--- Exercise inputs Enclosed Below ---
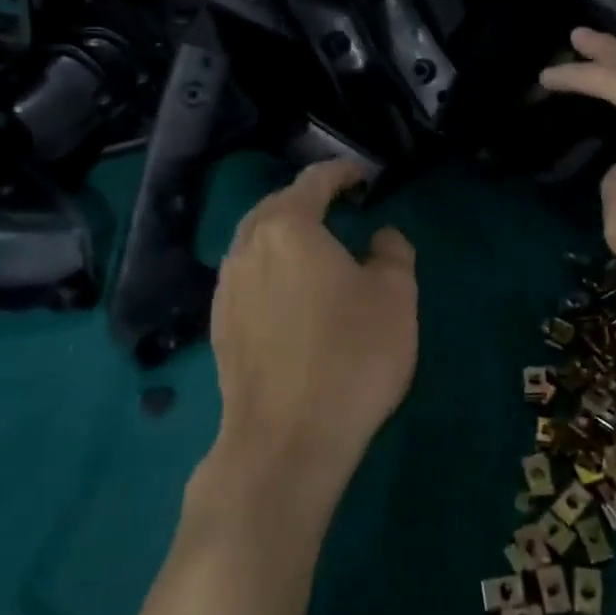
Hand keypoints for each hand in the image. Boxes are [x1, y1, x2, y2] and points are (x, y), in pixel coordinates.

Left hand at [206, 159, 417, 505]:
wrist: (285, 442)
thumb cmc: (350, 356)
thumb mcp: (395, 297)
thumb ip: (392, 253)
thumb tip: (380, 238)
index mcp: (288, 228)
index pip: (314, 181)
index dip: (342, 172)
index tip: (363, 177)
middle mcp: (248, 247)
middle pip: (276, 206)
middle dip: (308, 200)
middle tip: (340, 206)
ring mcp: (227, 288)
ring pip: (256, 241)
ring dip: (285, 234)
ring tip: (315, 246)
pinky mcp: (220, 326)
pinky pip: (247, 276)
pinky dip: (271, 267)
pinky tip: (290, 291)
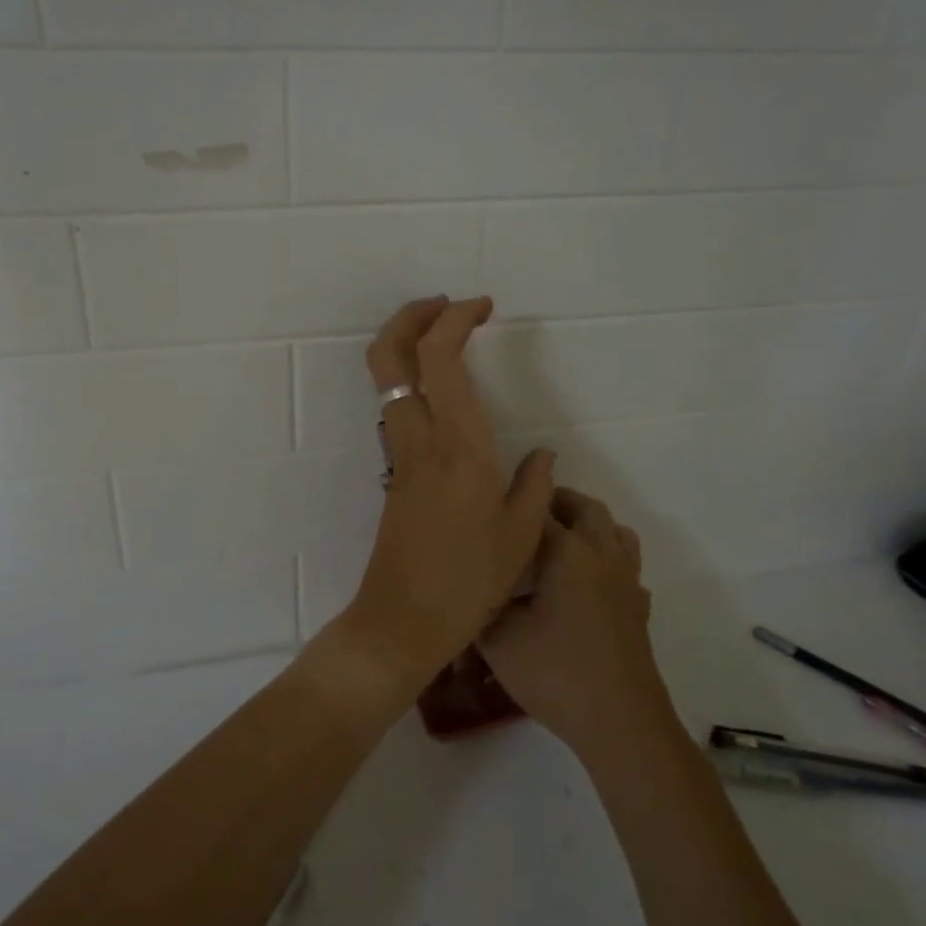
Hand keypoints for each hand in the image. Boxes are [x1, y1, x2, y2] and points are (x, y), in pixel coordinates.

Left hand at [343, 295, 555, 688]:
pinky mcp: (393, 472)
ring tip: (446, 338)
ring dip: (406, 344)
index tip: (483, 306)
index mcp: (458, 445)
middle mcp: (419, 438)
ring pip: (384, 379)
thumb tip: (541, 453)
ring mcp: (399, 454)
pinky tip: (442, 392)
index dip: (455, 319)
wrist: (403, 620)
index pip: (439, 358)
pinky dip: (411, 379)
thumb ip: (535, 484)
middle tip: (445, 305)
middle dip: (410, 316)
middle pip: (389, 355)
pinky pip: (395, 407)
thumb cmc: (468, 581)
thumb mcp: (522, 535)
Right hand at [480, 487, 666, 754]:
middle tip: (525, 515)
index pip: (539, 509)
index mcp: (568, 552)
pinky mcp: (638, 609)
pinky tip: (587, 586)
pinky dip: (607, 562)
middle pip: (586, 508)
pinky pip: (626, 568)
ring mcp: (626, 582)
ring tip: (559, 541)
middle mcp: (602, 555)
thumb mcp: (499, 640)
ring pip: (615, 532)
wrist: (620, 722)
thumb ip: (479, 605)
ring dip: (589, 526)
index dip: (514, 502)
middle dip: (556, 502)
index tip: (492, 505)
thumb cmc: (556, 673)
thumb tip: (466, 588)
--- End of Enclosed Exercise inputs ---
● **What is required**
Repeat every entry exactly, but leave out the pictures.

● **Answer below**
Hand keypoints for each hand in the image. Boxes are [x1, y1, x2, y2] and points are (x, y), in pixel coordinates.

Left hand at [206, 159, 417, 505]:
wrist: (285, 442)
thumb cmc: (350, 356)
thumb mcp: (395, 297)
thumb ip: (392, 253)
thumb tip: (380, 238)
index mcp: (288, 228)
index pip: (314, 181)
index dip: (342, 172)
index tip: (363, 177)
middle mcp: (248, 247)
middle pip: (276, 206)
middle dip: (308, 200)
middle tip: (340, 206)
ring mcp: (227, 288)
ring pip: (256, 241)
ring dip: (285, 234)
ring tip: (315, 246)
pinky mcp: (220, 326)
pinky pip: (247, 276)
pinky dip: (271, 267)
pinky tip: (290, 291)
Hand keypoints for each hand in the image. Boxes are [x1, y1, x2, y2] and points are (x, y), in pixel coordinates.

Left hand at [343, 295, 555, 688]:
pinky mcp: (393, 472)
ring tip: (446, 338)
ring dip: (406, 344)
index tip: (483, 306)
index mcp: (458, 445)
middle mcp: (419, 438)
ring pip: (384, 379)
thumb tip: (541, 453)
ring mcp: (399, 454)
pinky tip: (442, 392)
index dip: (455, 319)
wrist: (403, 620)
index pip: (439, 358)
pinky dip: (411, 379)
thumb ip: (535, 484)
middle tip: (445, 305)
middle dip: (410, 316)
middle pip: (389, 355)
pinky pip: (395, 407)
thumb cmc: (468, 581)
thumb mcp: (522, 535)
Right hand at [480, 487, 666, 754]:
middle tip: (525, 515)
index pip: (539, 509)
index mcp: (568, 552)
pinky mcp: (638, 609)
pinky tip: (587, 586)
pinky dip: (607, 562)
middle pip: (586, 508)
pinky pip: (626, 568)
ring mcp: (626, 582)
ring tip: (559, 541)
middle mcp: (602, 555)
thumb mcp: (499, 640)
ring pip: (615, 532)
wrist: (620, 722)
thumb ip: (479, 605)
ring dip: (589, 526)
index dip: (514, 502)
middle dip: (556, 502)
index tip: (492, 505)
thumb cmc: (556, 673)
thumb tip: (466, 588)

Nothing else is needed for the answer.